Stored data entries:
.....

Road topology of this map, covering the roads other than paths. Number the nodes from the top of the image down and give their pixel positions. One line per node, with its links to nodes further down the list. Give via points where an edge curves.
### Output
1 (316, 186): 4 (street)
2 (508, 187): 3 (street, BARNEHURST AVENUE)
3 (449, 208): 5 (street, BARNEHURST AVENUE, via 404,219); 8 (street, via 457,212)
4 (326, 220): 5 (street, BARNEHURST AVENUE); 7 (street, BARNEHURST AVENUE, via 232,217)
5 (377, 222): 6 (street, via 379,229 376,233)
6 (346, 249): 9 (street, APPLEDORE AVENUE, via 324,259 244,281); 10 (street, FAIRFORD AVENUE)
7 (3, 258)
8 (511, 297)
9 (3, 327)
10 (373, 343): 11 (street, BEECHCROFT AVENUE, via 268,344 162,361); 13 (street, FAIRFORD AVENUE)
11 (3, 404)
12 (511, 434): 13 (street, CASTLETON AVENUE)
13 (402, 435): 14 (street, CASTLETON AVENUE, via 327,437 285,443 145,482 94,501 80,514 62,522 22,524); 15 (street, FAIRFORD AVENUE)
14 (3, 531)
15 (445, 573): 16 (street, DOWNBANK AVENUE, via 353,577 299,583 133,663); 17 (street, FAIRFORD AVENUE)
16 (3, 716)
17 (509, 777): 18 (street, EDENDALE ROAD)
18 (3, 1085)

.....

* _What is being asked_
Please copy out every line shown above, exactly.

* _Result for this exercise_
Road topology of this map, covering the roads other than paths. Number the nodes from the top of the image down and give their pixel positions. One line per node, with its links to nodes further down the list. Give via points where an edge curves.
### Output
1 (316, 186): 4 (street)
2 (508, 187): 3 (street, BARNEHURST AVENUE)
3 (449, 208): 5 (street, BARNEHURST AVENUE, via 404,219); 8 (street, via 457,212)
4 (326, 220): 5 (street, BARNEHURST AVENUE); 7 (street, BARNEHURST AVENUE, via 232,217)
5 (377, 222): 6 (street, via 379,229 376,233)
6 (346, 249): 9 (street, APPLEDORE AVENUE, via 324,259 244,281); 10 (street, FAIRFORD AVENUE)
7 (3, 258)
8 (511, 297)
9 (3, 327)
10 (373, 343): 11 (street, BEECHCROFT AVENUE, via 268,344 162,361); 13 (street, FAIRFORD AVENUE)
11 (3, 404)
12 (511, 434): 13 (street, CASTLETON AVENUE)
13 (402, 435): 14 (street, CASTLETON AVENUE, via 327,437 285,443 145,482 94,501 80,514 62,522 22,524); 15 (street, FAIRFORD AVENUE)
14 (3, 531)
15 (445, 573): 16 (street, DOWNBANK AVENUE, via 353,577 299,583 133,663); 17 (street, FAIRFORD AVENUE)
16 (3, 716)
17 (509, 777): 18 (street, EDENDALE ROAD)
18 (3, 1085)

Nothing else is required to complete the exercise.